A Kremlin spokesman said it would be up to Washington to choose which of its diplomatic staff in Russia would be cut after Russia demanded that it reduce 755 staff members in response to new US sanctions.
Dmitry Peskov said that Russian citizens working for the United States embassy could be among the 755 staff to go, as well as US diplomats.
Moscow did not wait until President Donald Trump signs the new sanctions into law because "there was no point in waiting" after the legislation was adopted in Congress, Mr Peskov said.
The United States has described the decision by Russia as "regrettable" a State Department official said.
"This is a regrettable and uncalled for act," the official said.
"We are assessing the impact of such a limitation and how we will respond to it."
Moscow ordered the United States on Friday to cut hundreds of diplomatic staff and said it would seize two US diplomatic properties after the US House of Representatives and the Senate overwhelmingly approved new sanctions on Russia.
The White House has said President Trump would sign the sanctions bill.
Russian President Vladimir Putin said in an interview with Vesti TV released yesterday that the United States would have to cut its diplomatic and technical staff by 755 people by 1 September.
"Because more than 1,000 workers - diplomats and support staff - were working and are still working in Russia, 755 must stop their activity in the Russian Federation," he said.
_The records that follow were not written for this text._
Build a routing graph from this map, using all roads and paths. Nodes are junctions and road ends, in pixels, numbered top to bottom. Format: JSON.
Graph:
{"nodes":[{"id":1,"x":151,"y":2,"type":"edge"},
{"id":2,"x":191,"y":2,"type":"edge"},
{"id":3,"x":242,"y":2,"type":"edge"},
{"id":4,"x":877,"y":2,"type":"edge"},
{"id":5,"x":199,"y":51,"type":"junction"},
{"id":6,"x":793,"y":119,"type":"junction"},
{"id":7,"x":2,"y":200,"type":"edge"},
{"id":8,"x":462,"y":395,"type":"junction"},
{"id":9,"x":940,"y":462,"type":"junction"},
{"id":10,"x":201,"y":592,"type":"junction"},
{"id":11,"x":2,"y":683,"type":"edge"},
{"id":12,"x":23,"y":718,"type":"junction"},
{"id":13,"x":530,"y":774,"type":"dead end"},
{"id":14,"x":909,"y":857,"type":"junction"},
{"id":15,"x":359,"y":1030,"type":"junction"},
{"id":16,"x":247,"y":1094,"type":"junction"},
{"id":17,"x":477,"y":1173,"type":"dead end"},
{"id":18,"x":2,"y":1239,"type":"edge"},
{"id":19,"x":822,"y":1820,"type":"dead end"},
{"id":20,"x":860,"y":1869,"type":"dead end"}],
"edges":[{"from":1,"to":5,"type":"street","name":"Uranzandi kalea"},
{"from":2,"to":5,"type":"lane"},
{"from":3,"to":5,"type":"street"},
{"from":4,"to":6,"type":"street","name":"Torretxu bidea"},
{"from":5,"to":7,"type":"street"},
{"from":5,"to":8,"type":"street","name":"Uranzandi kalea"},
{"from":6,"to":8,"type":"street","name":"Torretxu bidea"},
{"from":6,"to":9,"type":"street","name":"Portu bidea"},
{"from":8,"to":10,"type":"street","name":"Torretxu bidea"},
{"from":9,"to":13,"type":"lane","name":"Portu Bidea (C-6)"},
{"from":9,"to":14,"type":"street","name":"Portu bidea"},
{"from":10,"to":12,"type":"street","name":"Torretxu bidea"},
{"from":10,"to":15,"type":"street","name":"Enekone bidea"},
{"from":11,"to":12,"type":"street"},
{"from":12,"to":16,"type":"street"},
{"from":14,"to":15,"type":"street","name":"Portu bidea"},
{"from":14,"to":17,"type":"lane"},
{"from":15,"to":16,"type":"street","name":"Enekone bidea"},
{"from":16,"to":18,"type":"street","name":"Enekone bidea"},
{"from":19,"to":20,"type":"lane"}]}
The new US sanctions were partly a response to conclusions by US intelligence agencies that Russia meddled in the 2016 US presidential election, and to punish Russia further for its annexation of Crimea from Ukraine in 2014.
A federal law enforcement investigation and multiple US congressional probes looking into the possibility that Mr Trump's campaign colluded with Russia have made it harder for Mr Trump to open a new chapter with Mr Putin.
Russia denies it interfered in the election and Mr Trump has said there was no collusion.